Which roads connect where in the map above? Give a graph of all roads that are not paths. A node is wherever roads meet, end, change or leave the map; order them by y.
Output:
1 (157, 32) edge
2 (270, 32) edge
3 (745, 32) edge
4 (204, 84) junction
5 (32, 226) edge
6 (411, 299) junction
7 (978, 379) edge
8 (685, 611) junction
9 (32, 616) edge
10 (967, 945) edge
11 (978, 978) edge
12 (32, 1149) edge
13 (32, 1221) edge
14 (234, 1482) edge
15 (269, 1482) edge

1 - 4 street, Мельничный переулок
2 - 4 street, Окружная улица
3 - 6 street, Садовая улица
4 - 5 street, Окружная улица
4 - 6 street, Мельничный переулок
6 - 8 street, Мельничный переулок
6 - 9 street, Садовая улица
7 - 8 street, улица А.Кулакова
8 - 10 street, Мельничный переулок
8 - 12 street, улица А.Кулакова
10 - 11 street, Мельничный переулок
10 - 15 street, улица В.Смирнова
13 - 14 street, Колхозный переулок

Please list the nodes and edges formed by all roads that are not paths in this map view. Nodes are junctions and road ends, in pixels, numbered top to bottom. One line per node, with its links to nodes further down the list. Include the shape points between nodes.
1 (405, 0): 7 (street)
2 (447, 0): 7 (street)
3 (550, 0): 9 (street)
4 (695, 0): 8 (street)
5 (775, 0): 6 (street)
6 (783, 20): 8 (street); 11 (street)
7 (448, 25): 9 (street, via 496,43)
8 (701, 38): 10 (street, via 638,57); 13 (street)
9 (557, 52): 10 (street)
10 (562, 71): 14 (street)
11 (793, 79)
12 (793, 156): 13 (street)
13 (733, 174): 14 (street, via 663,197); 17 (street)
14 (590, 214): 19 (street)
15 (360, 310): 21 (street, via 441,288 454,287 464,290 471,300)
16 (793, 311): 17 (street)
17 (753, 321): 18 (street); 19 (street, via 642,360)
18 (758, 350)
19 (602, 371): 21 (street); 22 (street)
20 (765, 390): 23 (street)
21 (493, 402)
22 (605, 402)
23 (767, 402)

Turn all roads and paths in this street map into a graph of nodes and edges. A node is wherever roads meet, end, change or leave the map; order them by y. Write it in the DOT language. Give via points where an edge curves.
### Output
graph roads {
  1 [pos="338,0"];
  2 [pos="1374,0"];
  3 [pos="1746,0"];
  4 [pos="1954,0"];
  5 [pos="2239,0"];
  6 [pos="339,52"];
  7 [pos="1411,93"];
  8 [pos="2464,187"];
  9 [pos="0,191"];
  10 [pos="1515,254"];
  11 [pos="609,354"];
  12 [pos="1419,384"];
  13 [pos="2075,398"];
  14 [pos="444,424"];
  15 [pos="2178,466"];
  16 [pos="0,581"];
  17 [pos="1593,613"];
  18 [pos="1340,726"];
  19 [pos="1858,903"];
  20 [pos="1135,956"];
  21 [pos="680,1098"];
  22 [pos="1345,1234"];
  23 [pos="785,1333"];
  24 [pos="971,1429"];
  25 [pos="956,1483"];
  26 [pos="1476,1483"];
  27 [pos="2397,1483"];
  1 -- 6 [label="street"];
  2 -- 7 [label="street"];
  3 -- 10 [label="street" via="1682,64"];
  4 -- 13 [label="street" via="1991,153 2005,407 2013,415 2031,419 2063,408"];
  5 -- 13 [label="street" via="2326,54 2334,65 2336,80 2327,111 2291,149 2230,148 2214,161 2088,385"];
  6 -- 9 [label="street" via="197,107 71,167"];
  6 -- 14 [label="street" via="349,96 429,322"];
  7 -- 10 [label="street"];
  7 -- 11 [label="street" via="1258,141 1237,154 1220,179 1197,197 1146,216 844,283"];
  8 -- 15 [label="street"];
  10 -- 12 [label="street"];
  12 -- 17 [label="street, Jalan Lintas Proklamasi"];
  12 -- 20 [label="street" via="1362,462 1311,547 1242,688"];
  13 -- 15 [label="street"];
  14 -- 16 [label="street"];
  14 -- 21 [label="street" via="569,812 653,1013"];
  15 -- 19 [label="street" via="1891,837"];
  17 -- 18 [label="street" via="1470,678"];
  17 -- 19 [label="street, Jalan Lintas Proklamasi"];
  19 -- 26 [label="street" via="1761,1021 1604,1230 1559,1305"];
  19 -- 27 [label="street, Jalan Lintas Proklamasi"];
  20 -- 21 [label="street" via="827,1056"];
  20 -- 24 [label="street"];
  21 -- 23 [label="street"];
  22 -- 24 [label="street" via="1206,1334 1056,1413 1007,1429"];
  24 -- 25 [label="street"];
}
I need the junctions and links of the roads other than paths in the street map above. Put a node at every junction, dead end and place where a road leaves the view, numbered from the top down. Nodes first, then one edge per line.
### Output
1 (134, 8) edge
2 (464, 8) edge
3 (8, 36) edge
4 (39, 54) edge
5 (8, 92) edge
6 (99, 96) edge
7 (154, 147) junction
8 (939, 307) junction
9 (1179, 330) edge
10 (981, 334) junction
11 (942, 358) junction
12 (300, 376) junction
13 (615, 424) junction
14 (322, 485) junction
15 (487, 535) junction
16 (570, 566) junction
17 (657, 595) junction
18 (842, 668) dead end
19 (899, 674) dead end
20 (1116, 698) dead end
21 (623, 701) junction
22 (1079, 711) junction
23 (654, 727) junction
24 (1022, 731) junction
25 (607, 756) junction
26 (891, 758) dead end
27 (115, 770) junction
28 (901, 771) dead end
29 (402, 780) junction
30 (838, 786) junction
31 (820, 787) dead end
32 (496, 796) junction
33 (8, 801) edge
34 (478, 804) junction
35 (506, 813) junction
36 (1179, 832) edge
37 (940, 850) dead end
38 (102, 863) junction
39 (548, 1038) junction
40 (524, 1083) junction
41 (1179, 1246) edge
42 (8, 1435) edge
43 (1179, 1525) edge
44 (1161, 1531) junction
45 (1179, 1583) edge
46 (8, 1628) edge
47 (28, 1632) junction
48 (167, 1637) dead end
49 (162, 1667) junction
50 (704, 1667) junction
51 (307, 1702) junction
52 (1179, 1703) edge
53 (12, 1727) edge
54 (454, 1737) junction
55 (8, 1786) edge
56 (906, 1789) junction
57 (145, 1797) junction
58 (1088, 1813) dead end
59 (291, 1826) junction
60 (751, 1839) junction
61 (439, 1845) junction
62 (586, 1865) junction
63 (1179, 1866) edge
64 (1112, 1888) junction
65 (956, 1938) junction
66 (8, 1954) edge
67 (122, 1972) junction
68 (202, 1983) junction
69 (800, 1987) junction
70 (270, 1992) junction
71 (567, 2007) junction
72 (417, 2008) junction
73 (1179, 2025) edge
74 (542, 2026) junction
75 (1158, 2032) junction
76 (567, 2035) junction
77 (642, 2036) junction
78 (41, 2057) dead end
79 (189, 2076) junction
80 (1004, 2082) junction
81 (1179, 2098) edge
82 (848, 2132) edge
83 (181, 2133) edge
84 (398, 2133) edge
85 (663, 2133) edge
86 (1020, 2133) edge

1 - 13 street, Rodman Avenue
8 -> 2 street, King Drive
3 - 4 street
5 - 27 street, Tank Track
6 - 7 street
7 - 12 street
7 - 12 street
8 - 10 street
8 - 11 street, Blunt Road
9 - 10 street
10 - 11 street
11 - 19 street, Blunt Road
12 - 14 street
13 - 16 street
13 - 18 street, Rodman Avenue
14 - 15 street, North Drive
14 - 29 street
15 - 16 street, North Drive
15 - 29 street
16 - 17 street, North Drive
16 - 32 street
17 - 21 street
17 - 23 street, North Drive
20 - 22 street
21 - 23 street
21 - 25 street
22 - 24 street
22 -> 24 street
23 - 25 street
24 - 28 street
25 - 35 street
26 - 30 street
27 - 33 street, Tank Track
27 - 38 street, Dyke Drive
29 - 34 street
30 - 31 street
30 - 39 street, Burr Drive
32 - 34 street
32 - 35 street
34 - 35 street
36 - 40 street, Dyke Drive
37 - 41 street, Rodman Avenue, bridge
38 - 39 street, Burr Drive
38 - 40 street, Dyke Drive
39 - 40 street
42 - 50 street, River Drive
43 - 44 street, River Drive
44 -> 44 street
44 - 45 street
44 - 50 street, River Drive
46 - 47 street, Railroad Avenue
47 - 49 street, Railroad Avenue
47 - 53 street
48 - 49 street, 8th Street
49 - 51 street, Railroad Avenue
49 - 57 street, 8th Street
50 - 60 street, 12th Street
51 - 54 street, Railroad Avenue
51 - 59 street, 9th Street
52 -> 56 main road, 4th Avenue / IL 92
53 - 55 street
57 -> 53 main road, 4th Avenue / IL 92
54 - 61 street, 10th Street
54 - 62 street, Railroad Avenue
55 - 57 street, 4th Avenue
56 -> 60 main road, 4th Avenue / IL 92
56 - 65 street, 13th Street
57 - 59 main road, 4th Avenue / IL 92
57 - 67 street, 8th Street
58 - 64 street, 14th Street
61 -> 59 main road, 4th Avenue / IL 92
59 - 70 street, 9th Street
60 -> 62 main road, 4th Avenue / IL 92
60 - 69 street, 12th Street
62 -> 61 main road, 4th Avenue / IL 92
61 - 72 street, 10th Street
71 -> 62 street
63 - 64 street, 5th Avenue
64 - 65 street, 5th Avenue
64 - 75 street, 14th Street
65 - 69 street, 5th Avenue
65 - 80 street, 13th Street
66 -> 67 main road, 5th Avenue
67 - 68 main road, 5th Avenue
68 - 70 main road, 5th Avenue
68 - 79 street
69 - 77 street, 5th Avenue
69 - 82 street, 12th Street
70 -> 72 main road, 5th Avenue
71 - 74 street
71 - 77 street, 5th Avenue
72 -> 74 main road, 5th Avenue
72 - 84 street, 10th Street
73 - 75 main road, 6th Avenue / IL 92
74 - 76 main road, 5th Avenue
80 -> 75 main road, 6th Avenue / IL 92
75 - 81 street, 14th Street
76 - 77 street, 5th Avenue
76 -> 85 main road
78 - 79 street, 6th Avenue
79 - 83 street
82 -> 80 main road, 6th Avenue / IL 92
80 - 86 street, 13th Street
----------------
● Activity
What is needed is every line of the records above that contains the word "Jalan".

● Your response
  12 -- 17 [label="street, Jalan Lintas Proklamasi"];
  17 -- 19 [label="street, Jalan Lintas Proklamasi"];
  19 -- 27 [label="street, Jalan Lintas Proklamasi"];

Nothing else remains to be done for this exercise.